AIM OF THE TASK: What lines in the following entries hold the word "dead"? Copy each one.

GIVEN INFORMATION:
::::::

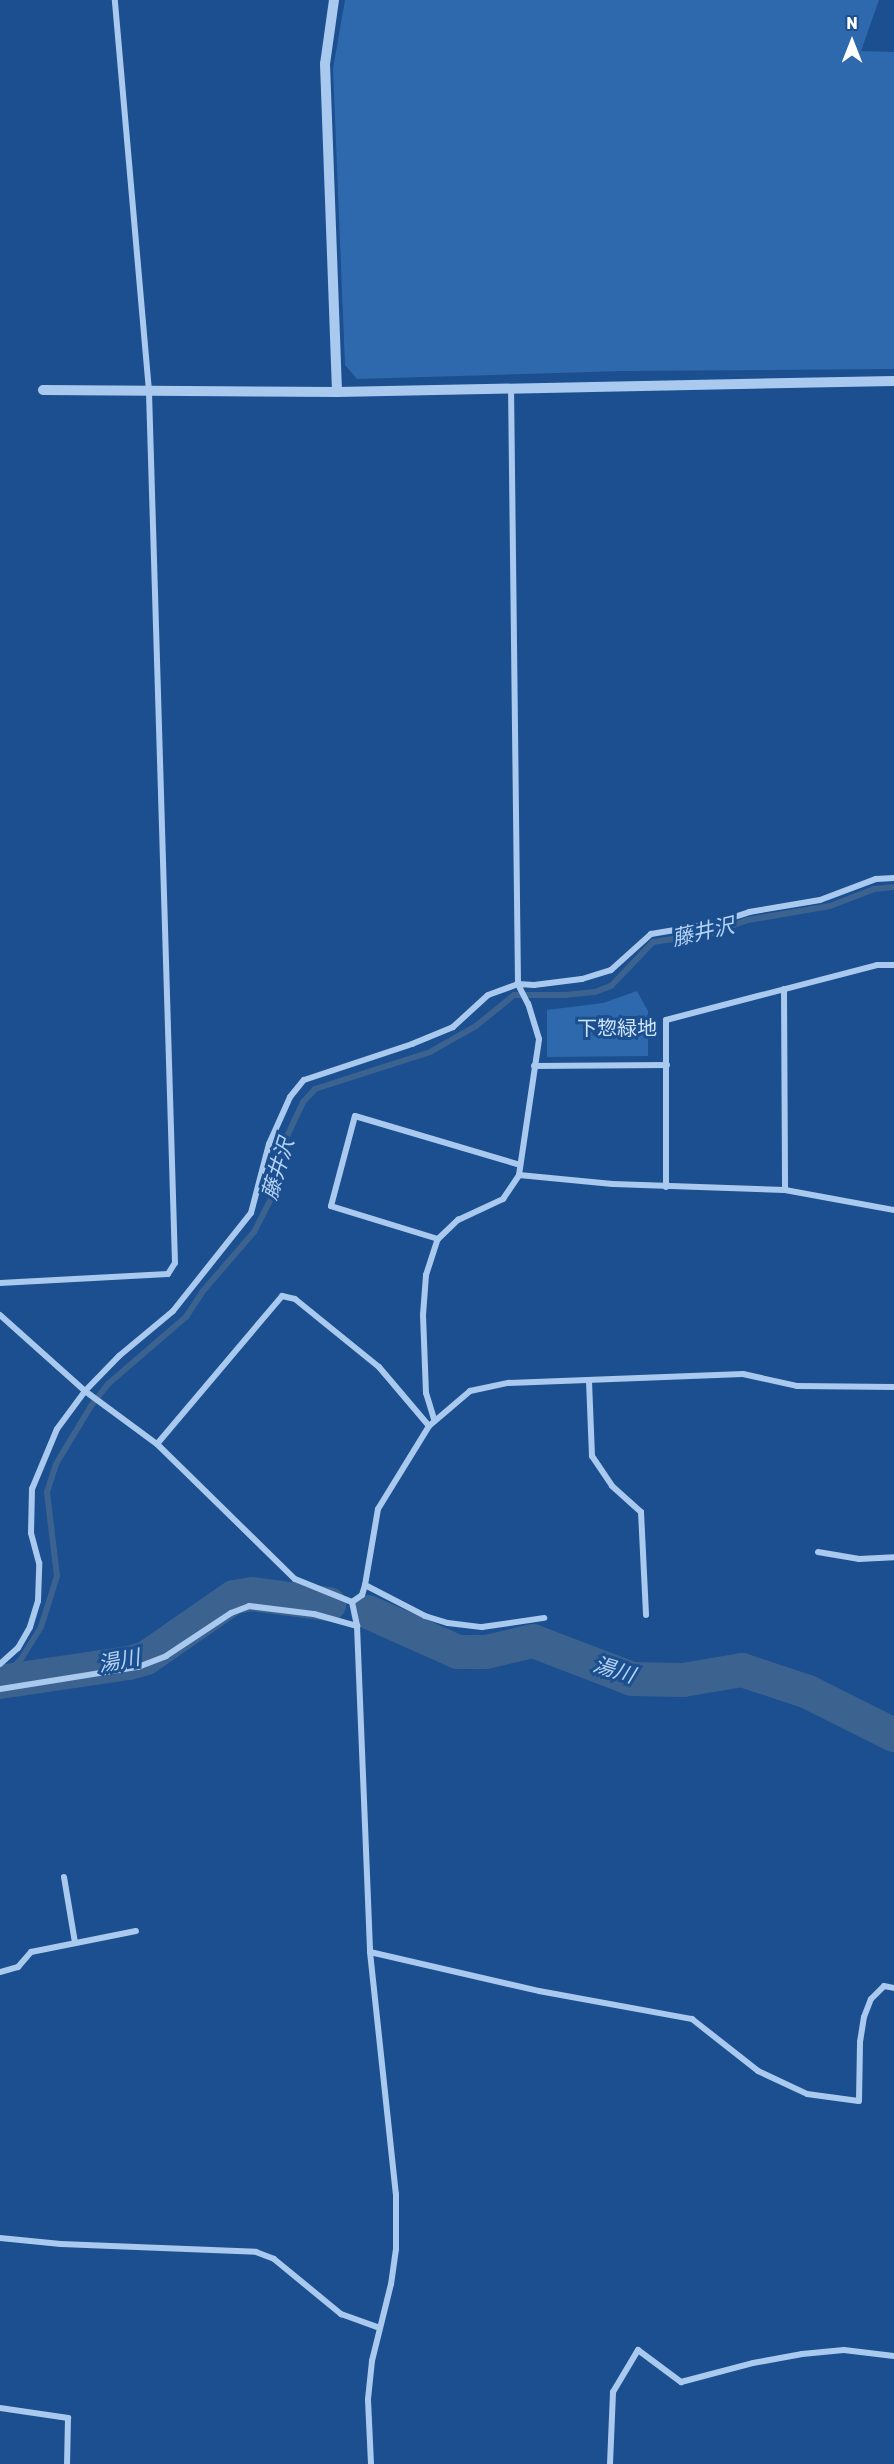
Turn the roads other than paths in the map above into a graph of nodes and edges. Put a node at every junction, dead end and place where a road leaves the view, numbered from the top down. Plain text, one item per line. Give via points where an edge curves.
1 (115, 0) edge
2 (334, 0) edge
3 (894, 381) edge
4 (511, 387) junction
5 (43, 390) dead end
6 (149, 391) junction
7 (337, 392) junction
8 (894, 878) edge
9 (894, 965) edge
10 (518, 984) junction
11 (784, 989) junction
12 (667, 1065) junction
13 (534, 1066) junction
14 (520, 1165) junction
15 (519, 1175) junction
16 (666, 1187) junction
17 (785, 1190) junction
18 (894, 1210) edge
19 (438, 1239) junction
20 (0, 1283) edge
21 (0, 1315) edge
22 (589, 1382) junction
23 (894, 1387) edge
24 (85, 1391) junction
25 (434, 1419) junction
26 (429, 1426) junction
27 (157, 1444) junction
28 (818, 1551) dead end
29 (894, 1557) edge
30 (365, 1586) junction
31 (352, 1602) junction
32 (646, 1615) dead end
33 (544, 1618) dead end
34 (357, 1626) junction
35 (0, 1664) edge
36 (0, 1689) edge
37 (64, 1877) dead end
38 (136, 1931) dead end
39 (75, 1943) junction
40 (370, 1952) junction
41 (0, 1972) edge
42 (894, 1988) edge
43 (0, 2238) edge
44 (380, 2328) junction
45 (894, 2356) edge
46 (0, 2408) edge
47 (67, 2464) edge
48 (371, 2464) edge
49 (610, 2464) edge

1 - 6 street
2 - 7 street via 325,64
3 - 4 street
4 - 7 street
4 - 10 street
5 - 6 street
6 - 7 street
6 - 20 street via 175,1263 168,1275
8 - 10 street via 876,879 820,900 651,934 611,970 582,979
9 - 11 street via 877,965
10 - 13 street via 539,1040
10 - 24 street via 488,995 453,1027 303,1080 290,1097 269,1144 251,1213 173,1311 119,1356
11 - 12 street via 666,1020
11 - 17 street
12 - 13 street
12 - 16 street
13 - 14 street
14 - 15 street
14 - 19 street via 355,1116 331,1206
15 - 16 street
15 - 19 street via 503,1200 458,1220
16 - 17 street
17 - 18 street
19 - 25 street via 426,1275 423,1315 426,1394
21 - 24 street
22 - 23 street via 743,1374 797,1386
22 - 25 street via 509,1383 470,1391
22 - 32 street via 592,1456 612,1486 641,1512
24 - 27 street
24 - 35 street via 57,1429 32,1489 31,1533 39,1563 38,1601 18,1648
25 - 26 street
26 - 27 street via 379,1367 295,1299 282,1296
26 - 30 street via 378,1509
27 - 31 street via 295,1579
28 - 29 street via 859,1559
30 - 31 street
30 - 33 street via 448,1623 482,1627
31 - 34 street
34 - 36 street via 314,1614 249,1606 231,1613 166,1656 138,1667
34 - 40 street
37 - 39 street
38 - 39 street
39 - 41 street via 31,1952 18,1967
40 - 42 street via 692,2019 758,2071 807,2094 859,2101 864,2017 871,1999 884,1986
40 - 44 street via 396,2194 396,2249
43 - 44 street via 256,2252 274,2259 341,2314
44 - 48 street via 368,2400
45 - 49 street via 844,2350 802,2354 681,2382 638,2350 613,2392
46 - 47 street via 68,2418

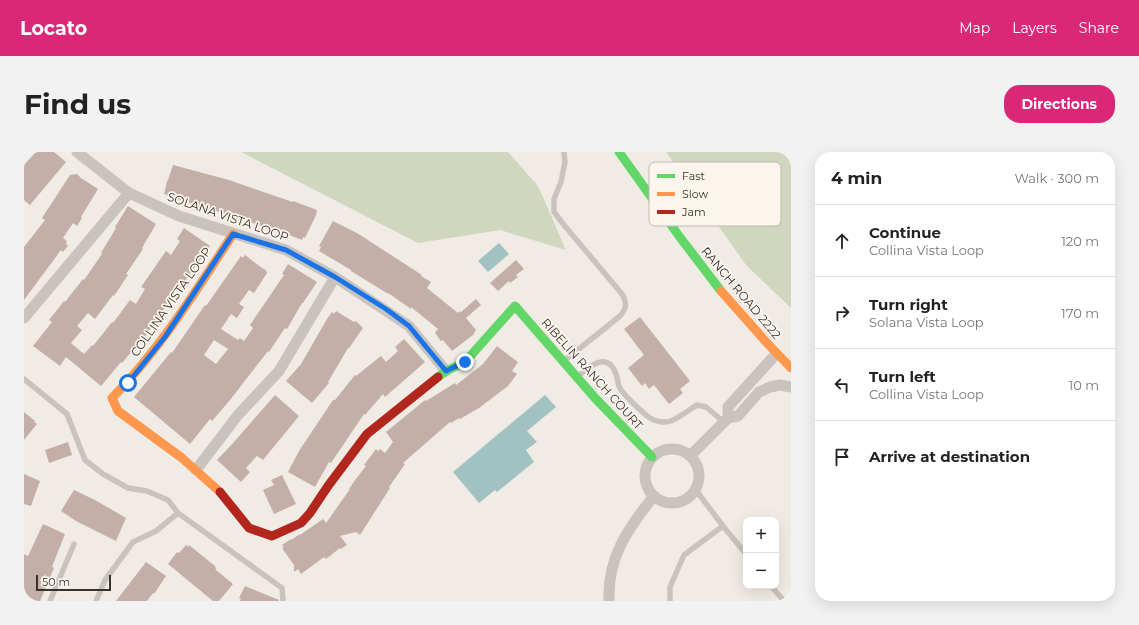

::::::

ANSWER SECTION:
Turn the roads other than paths in the map above into a graph of nodes and edges. Put a node at every junction, dead end and place where a road leaves the view, numbered from the top down. Plain text, one item per line. Give via points where an edge curves.
5 (43, 390) dead end
28 (818, 1551) dead end
32 (646, 1615) dead end
33 (544, 1618) dead end
37 (64, 1877) dead end
38 (136, 1931) dead end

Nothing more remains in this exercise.